(Collection entries)
-- Opening Marker --

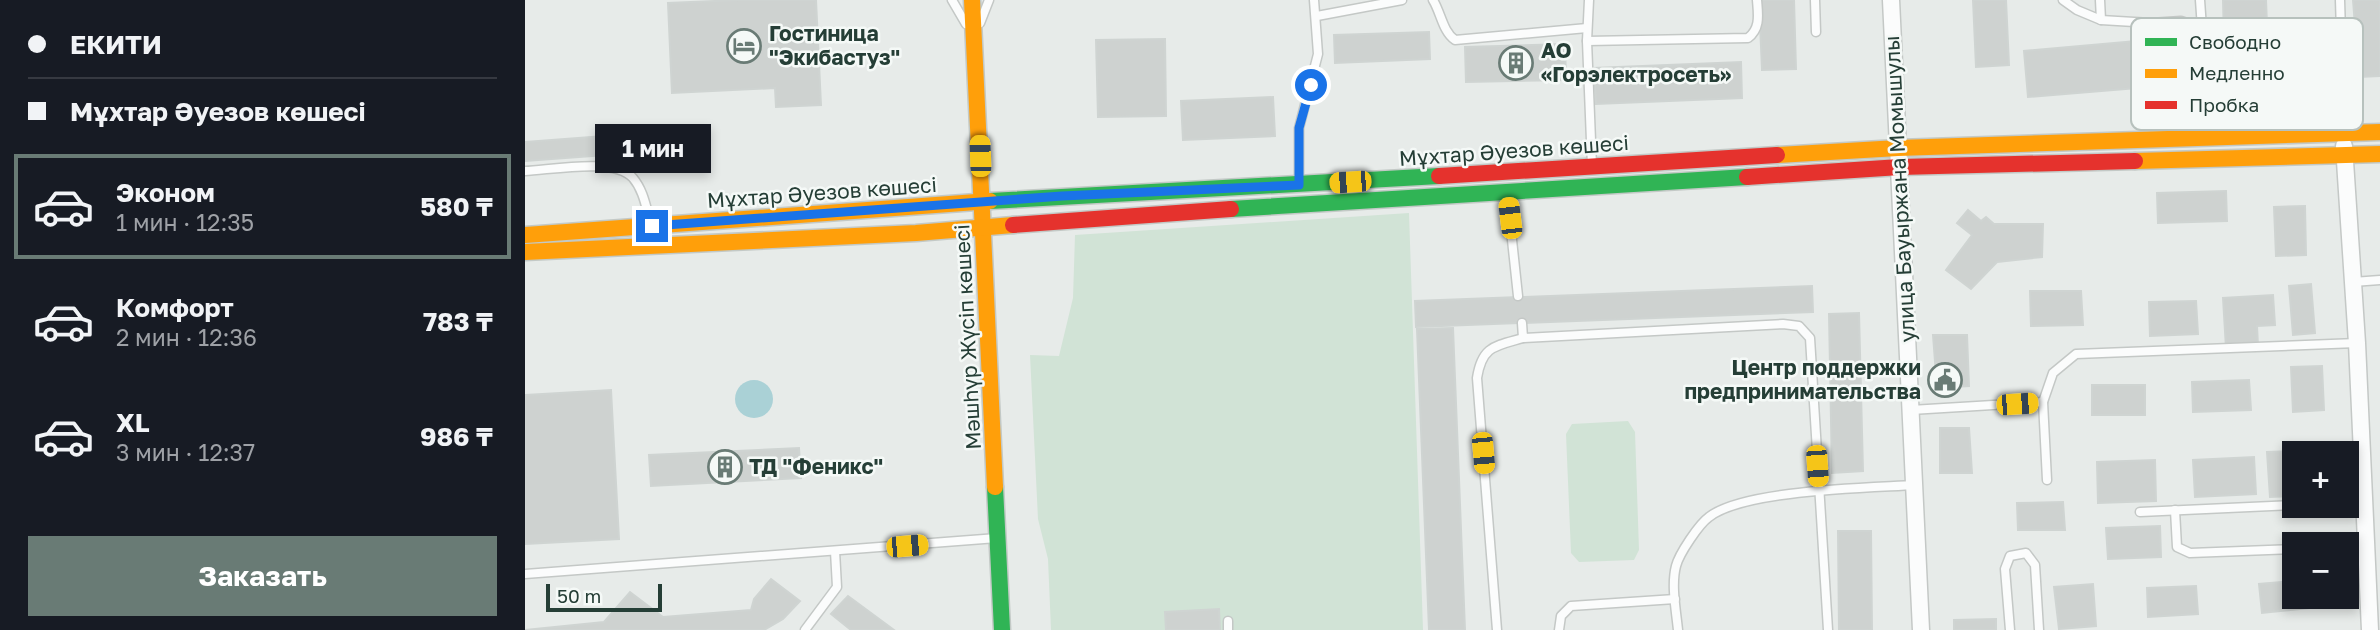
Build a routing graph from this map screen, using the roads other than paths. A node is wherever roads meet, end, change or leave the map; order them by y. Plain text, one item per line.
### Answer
1 (952, 0) edge
2 (972, 0) edge
3 (989, 0) edge
4 (1314, 0) edge
5 (1402, 0) edge
6 (1433, 0) edge
7 (1589, 0) edge
8 (1757, 0) edge
9 (1815, 0) edge
10 (1891, 0) edge
11 (2063, 0) edge
12 (2100, 0) edge
13 (2200, 0) edge
14 (2340, 0) edge
15 (1317, 16) junction
16 (2201, 18) edge
17 (2341, 18) edge
18 (2101, 20) junction
19 (2131, 22) edge
20 (1587, 27) junction
21 (1816, 32) dead end
22 (974, 38) junction
23 (1587, 41) junction
24 (2227, 130) edge
25 (2344, 130) edge
26 (2380, 132) edge
27 (2344, 133) junction
28 (2228, 138) junction
29 (1898, 149) junction
30 (2380, 154) edge
31 (2344, 155) junction
32 (1593, 167) junction
33 (1900, 167) junction
34 (525, 171) edge
35 (1503, 173) junction
36 (1299, 185) junction
37 (1593, 187) junction
38 (1507, 192) junction
39 (982, 201) junction
40 (652, 226) junction
41 (984, 226) junction
42 (525, 235) edge
43 (525, 252) edge
44 (2380, 280) edge
45 (2353, 282) junction
46 (1518, 296) dead end
47 (1522, 323) dead end
48 (1523, 338) junction
49 (2357, 343) junction
50 (2043, 402) junction
51 (1911, 411) junction
52 (2047, 481) dead end
53 (1914, 485) junction
54 (1819, 492) junction
55 (2359, 502) edge
56 (2364, 502) junction
57 (2282, 506) edge
58 (2175, 510) junction
59 (2140, 512) dead end
60 (998, 538) junction
61 (2359, 546) edge
62 (2366, 546) junction
63 (2282, 549) edge
64 (835, 551) junction
65 (525, 574) edge
66 (1675, 599) junction
67 (805, 630) edge
68 (1002, 630) edge
69 (1497, 630) edge
70 (1559, 630) edge
71 (1678, 630) edge
72 (1828, 630) edge
73 (1921, 630) edge
74 (2010, 630) edge
75 (2039, 630) edge
76 (2370, 630) edge

1 - 22 lane
2 - 22 street, Мәшһүр Жүсіп көшесі
3 - 22 lane
4 - 15 lane
5 - 15 lane
6 - 20 lane
7 - 20 lane
8 - 23 lane
9 - 21 lane
10 - 29 street, улица Бауыржана Момышулы
11 - 18 lane
12 - 18 lane
13 - 16 lane
14 - 17 lane
15 - 36 lane
18 - 19 lane
20 - 23 lane
22 - 39 street, Мәшһүр Жүсіп көшесі
23 - 32 lane
24 - 28 lane
25 - 27 lane
26 - 27 street, Мұхтар Әуезов көшесі
27 - 28 street, Мұхтар Әуезов көшесі
27 - 31 street
28 - 29 street, Мұхтар Әуезов көшесі
29 - 32 street, Мұхтар Әуезов көшесі
29 - 33 street, улица Бауыржана Момышулы
30 - 31 street, Мұхтар Әуезов көшесі
31 - 33 street, Мұхтар Әуезов көшесі
31 - 45 street
32 - 35 street, Мұхтар Әуезов көшесі
32 - 37 lane
33 - 37 street, Мұхтар Әуезов көшесі
33 - 51 street, улица Бауыржана Момышулы
34 - 40 lane
35 - 36 street, Мұхтар Әуезов көшесі
35 - 38 lane
36 - 39 street, Мұхтар Әуезов көшесі
37 - 38 street, Мұхтар Әуезов көшесі
38 - 41 street, Мұхтар Әуезов көшесі
38 - 46 lane
39 - 40 street, Мұхтар Әуезов көшесі
39 - 41 street, Мәшһүр Жүсіп көшесі
40 - 42 street, Мұхтар Әуезов көшесі
41 - 43 street, Мұхтар Әуезов көшесі
41 - 60 street, Мәшһүр Жүсіп көшесі
44 - 45 lane
45 - 49 street
47 - 48 lane
48 - 54 lane
48 - 69 lane
49 - 50 lane
49 - 56 street
50 - 51 lane
50 - 52 lane
51 - 53 street, улица Бауыржана Момышулы
53 - 54 lane
53 - 73 street, улица Бауыржана Момышулы
54 - 66 lane
54 - 72 lane
55 - 56 lane
56 - 62 street
57 - 58 lane
58 - 59 lane
58 - 63 lane
60 - 64 lane
60 - 68 street, Мәшһүр Жүсіп көшесі
61 - 62 lane
62 - 76 street
64 - 65 lane
64 - 67 lane
66 - 70 lane
66 - 71 lane
74 - 75 lane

-- Closing Marker --

§ Action item
Show the lines above with "Бауыржана".

§ Response to the exercise
10 - 29 street, улица Бауыржана Момышулы
29 - 33 street, улица Бауыржана Момышулы
33 - 51 street, улица Бауыржана Момышулы
51 - 53 street, улица Бауыржана Момышулы
53 - 73 street, улица Бауыржана Момышулы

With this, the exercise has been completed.